Que montre le graphique ? Que toutes les générations nées après 1935 ont un transfert net négatif. C’est totalement cohérent avec les modèles les plus classiques d’économie politique. La retraite par répartition ayant été mise en place en 1935 aux Etats-Unis, les politiciens l’ont fait payer aux américains dont les suffrages n’avaient alors aucun intérêt – les citoyens à naître qui ne voteraient au mieux qu’à partir de 1955 – et s’en sont servi pour acheter l’enthousiasme des électeurs du moment.

La deuxième courbe, en noir, représente la somme cumulée des transferts (échelle de droite). Cette somme en 1950 représente la facture restant à payer pour les cohortes nées après 1950. Dommage que les données françaises soient trop opaques pour reproduire ce genre de calculs.

Conclusion

La Sécurité Sociale n’est pas une assurance.

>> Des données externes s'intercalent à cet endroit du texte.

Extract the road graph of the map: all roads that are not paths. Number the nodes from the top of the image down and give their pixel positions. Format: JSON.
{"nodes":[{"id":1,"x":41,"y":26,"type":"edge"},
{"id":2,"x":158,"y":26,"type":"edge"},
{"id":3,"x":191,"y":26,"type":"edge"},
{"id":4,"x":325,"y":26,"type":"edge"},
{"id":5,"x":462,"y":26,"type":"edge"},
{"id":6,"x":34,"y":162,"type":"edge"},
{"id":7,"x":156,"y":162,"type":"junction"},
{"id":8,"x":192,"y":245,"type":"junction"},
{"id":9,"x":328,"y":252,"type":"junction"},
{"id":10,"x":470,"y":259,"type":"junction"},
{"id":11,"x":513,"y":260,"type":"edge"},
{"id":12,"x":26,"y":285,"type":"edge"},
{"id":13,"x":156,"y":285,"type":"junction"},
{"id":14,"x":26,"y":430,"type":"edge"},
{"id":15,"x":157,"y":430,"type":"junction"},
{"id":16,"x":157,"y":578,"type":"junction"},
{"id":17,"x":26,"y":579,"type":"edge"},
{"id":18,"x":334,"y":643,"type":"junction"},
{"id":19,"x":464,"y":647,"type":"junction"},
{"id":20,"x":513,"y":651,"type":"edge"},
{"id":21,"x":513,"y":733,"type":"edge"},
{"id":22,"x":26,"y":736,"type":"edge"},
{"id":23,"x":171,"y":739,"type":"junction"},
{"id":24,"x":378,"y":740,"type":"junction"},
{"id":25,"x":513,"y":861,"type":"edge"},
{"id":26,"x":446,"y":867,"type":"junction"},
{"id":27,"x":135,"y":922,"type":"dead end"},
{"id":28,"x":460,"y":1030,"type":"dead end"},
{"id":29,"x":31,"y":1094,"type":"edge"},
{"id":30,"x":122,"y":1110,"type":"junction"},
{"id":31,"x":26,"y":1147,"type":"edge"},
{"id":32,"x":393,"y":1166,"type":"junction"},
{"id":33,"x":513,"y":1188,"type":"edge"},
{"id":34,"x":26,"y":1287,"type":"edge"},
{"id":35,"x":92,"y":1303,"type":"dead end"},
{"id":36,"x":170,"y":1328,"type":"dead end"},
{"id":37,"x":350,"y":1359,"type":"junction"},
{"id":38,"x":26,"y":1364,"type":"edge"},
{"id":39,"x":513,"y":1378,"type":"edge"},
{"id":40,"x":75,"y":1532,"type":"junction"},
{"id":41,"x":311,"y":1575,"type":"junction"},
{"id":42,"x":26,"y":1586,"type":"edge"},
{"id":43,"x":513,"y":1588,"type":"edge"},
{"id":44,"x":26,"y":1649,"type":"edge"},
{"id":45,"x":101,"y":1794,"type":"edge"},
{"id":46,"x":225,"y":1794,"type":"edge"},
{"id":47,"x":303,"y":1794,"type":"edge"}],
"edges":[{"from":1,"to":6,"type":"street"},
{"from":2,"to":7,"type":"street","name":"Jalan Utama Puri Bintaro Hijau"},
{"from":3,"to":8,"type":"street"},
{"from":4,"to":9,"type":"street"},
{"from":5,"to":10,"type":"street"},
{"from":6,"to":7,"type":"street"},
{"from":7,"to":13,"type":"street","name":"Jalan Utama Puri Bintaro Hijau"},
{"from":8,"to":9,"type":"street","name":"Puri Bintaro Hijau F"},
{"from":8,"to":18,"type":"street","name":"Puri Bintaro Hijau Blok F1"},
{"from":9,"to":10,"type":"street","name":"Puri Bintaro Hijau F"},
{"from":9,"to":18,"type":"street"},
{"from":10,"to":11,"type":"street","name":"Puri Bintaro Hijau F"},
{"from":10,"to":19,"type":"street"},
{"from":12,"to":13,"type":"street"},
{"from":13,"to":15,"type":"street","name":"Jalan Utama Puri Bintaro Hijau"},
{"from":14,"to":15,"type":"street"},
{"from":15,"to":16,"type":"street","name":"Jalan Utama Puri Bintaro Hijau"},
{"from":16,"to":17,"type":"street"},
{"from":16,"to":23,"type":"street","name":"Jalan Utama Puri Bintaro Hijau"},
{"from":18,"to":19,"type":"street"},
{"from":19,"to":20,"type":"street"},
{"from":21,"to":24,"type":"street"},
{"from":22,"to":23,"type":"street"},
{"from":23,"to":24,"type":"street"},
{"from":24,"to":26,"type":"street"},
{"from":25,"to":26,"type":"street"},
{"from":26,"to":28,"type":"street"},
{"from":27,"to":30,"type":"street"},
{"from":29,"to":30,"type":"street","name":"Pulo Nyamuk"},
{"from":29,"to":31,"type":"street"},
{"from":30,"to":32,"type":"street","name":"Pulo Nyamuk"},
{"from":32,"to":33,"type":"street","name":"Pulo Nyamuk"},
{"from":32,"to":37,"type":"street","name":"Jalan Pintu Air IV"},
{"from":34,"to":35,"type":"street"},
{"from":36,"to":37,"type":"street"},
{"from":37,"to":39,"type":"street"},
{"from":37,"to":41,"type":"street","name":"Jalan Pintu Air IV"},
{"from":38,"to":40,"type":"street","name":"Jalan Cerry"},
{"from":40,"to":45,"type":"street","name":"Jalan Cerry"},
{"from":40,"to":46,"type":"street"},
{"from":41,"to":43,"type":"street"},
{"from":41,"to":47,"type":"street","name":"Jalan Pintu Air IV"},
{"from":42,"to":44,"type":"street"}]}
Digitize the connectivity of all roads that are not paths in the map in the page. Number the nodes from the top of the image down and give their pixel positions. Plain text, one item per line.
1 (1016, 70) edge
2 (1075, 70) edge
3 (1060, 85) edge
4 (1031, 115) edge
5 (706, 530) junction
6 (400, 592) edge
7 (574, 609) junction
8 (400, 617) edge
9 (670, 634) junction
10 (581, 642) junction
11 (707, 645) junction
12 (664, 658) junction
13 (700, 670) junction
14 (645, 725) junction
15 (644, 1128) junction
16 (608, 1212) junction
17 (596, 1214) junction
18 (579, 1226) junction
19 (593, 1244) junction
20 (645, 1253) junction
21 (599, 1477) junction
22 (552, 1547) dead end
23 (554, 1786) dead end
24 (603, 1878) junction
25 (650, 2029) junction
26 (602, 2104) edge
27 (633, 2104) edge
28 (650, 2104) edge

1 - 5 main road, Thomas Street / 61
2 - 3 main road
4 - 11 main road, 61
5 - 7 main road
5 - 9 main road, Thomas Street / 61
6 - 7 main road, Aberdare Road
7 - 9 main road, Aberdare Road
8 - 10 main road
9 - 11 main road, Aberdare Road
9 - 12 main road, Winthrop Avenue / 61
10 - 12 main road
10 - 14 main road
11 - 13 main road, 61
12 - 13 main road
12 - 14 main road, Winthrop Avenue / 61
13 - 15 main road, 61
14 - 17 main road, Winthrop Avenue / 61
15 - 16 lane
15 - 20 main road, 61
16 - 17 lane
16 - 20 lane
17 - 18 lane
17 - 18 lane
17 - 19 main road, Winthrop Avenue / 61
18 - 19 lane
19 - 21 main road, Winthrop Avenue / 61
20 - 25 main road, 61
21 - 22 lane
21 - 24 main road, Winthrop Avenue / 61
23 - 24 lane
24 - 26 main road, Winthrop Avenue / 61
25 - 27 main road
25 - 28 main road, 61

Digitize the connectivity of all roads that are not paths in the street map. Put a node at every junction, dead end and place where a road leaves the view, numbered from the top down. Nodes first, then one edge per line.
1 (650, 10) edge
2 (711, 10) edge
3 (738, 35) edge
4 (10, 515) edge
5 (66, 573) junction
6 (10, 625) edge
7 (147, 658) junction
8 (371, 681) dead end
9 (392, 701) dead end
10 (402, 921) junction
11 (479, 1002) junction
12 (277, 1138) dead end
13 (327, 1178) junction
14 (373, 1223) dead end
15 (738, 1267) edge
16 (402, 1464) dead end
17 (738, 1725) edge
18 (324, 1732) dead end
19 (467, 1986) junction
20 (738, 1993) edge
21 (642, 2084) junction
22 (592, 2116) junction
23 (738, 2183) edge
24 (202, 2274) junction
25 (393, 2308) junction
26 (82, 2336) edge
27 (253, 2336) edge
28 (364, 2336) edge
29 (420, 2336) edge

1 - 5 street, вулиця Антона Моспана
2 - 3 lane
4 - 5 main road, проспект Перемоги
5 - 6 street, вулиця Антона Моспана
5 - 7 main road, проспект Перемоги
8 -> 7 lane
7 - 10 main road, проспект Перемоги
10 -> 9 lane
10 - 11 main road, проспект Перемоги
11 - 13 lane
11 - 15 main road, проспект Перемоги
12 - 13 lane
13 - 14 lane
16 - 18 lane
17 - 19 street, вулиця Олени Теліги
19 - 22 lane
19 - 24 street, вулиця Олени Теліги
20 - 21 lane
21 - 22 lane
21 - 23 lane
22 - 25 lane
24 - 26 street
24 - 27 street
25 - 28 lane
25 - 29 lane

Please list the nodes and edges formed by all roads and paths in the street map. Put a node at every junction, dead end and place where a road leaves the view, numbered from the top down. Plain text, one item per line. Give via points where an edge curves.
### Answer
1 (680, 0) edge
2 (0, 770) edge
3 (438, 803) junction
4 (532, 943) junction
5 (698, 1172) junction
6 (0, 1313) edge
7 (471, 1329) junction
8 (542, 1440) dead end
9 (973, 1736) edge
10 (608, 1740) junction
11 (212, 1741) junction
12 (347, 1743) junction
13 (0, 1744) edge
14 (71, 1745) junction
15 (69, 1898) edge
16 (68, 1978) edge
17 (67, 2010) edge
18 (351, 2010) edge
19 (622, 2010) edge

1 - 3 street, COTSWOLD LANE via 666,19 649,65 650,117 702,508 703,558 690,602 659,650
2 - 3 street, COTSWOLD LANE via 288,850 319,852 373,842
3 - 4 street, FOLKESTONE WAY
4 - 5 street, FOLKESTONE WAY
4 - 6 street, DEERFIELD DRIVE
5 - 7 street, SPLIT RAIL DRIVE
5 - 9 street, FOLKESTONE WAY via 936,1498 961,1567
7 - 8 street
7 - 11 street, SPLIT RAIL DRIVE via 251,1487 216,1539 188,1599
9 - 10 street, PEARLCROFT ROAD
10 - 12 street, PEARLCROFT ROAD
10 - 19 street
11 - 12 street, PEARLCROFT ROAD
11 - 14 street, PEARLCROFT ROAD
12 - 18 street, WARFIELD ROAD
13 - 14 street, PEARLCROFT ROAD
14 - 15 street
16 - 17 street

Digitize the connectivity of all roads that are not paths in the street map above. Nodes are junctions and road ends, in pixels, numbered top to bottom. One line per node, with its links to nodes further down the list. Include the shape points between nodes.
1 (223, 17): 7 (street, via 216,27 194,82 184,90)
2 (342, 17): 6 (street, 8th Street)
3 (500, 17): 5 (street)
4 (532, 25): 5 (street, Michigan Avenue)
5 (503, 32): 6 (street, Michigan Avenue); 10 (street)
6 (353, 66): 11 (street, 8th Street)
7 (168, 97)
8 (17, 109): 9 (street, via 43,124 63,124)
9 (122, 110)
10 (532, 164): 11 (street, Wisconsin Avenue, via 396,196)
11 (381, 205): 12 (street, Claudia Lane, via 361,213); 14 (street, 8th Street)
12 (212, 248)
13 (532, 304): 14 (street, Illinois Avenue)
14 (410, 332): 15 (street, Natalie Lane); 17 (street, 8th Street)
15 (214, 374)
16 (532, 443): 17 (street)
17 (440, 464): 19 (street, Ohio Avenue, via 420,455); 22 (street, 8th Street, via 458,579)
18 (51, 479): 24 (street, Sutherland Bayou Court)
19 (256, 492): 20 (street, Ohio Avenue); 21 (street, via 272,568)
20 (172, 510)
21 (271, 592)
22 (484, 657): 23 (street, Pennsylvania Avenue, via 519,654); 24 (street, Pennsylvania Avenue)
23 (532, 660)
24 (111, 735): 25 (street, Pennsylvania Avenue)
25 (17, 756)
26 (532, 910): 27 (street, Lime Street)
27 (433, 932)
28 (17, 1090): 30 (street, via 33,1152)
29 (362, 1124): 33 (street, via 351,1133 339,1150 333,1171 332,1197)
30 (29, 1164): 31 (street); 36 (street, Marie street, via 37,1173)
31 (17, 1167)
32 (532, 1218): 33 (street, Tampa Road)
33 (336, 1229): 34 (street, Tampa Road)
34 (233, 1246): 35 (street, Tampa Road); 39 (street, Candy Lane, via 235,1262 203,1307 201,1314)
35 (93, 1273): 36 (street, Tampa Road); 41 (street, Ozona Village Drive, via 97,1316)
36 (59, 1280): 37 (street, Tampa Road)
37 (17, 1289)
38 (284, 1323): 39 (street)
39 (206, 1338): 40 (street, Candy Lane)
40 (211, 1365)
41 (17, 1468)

Comme la plupart des constructions socialistes, elle s’approprie un concept puis cherche à en détourner le sens.

Si les réserves de fonds propres requis des assurances privées par la régulation prudentielle s’appliquaient à la Sécurité Sociale, le régulateur la mettrait immédiatement en faillite et le sauvetage de l’assureur AIG deviendrait une anecdote historique.

Si la Sécurité Sociale n’était pas un monopole et une obligation, elle ferait de même faillite. La raison en est qu’à l’échelle individuelle, les prestations reçues n’ayant que peu de rapport avec les cotisations payées, la part de la population lésée trouverait immédiatement à s’assurer librement ailleurs.